Практически одновременно расширились штаты благовещенской резидентуры: в 1941 г. Квантунская армия отправила туда под прикрытием должностей вице-консулов и управляющего делами маньчжурского консульства подполковника Хираки Синдзо, капитанов Исобэ Тадасукэ («Кавабэ Ёгоро») и Исида Сабуро для сбора сведений о частях Красной армии, воинских перевозках по железным дорогам, их пропускной способности, политическом и экономическом положении в Советском Союзе, настроениях советских граждан, их обеспеченности продуктами питания и промышленными товарами.
С учётом опыта номонханского инцидента Квантунская армия оснастила благовещенскую и читинскую резидентуры коротковолновой приёмо-передающей аппаратурой для связи с отделениями ИРУ в Хэйхэ и Хайларе на случай обострения ситуации. Однако эффективность этой работы нивелировалась противодействием радиоконтрразведывательной службы НКВД – Народного комиссариата государственной безопасности (НКГБ), систематически глушившей в 1941–1945 гг. радиообмен резидентур[615]

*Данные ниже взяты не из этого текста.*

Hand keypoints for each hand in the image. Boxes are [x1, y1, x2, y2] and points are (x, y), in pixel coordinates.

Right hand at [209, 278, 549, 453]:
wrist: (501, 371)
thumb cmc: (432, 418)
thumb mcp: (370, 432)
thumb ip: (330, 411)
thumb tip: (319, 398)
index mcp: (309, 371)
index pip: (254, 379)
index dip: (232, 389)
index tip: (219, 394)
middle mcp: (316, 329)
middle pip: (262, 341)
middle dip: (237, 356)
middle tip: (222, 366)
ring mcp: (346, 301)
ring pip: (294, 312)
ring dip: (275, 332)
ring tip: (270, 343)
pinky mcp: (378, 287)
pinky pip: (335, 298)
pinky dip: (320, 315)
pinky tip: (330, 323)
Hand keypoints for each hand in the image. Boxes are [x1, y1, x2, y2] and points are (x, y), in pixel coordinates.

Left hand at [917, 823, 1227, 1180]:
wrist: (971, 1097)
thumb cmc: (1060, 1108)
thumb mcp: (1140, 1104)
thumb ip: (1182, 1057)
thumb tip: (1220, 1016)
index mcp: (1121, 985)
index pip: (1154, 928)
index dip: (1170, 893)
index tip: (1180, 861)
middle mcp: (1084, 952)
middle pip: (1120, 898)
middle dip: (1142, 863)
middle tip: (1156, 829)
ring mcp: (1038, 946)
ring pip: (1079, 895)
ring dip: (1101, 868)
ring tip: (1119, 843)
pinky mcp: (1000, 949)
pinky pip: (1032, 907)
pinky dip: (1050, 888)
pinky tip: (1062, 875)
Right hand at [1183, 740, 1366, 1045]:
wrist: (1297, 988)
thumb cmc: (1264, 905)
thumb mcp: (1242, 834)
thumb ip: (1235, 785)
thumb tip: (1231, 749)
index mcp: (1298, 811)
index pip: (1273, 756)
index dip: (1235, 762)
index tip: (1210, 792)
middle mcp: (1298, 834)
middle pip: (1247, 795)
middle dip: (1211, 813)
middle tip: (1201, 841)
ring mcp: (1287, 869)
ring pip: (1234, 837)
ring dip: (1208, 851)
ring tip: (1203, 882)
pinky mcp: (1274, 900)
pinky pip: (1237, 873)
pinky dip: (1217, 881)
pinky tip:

.В вопросе заброски агентов ИРУ продолжало ориентироваться в первую очередь на китайцев и маньчжуров, которые в 1940–1941 гг. составляли до 95 % агентурного аппарата разведорганов армии. Квалифицированная агентура забрасывалась на Дальний Восток на длительное оседание с задачами сбора данных о Красной армии, транспортной и промышленной инфраструктуре, восстановления связи с ранее переброшенными агентами, вербовки советских граждан, внедрения в центры НКВД и РУ ГШ по руководству китайским партизанским движением в Маньчжурии. Для этой категории агентов, как правило, готовилась легенда перехода границы «вследствие враждебного настроения к японским оккупантам и желания поехать в Китай для борьбы против японской военщины». Разведчики подбирались из числа военнослужащих маньчжурской армии и сотрудников полиции и проходили тщательную подготовку. Другая категория агентов вербовалась отделениями ИРУ среди неграмотного и малограмотного китайского населения для проведения маршрутной разведки путём визуального наблюдения. Их легенды объясняли незаконный переход советско-маньчжурской границы поисками лучших условий жизни, семейными ссорами или притеснениями со стороны японцев[616]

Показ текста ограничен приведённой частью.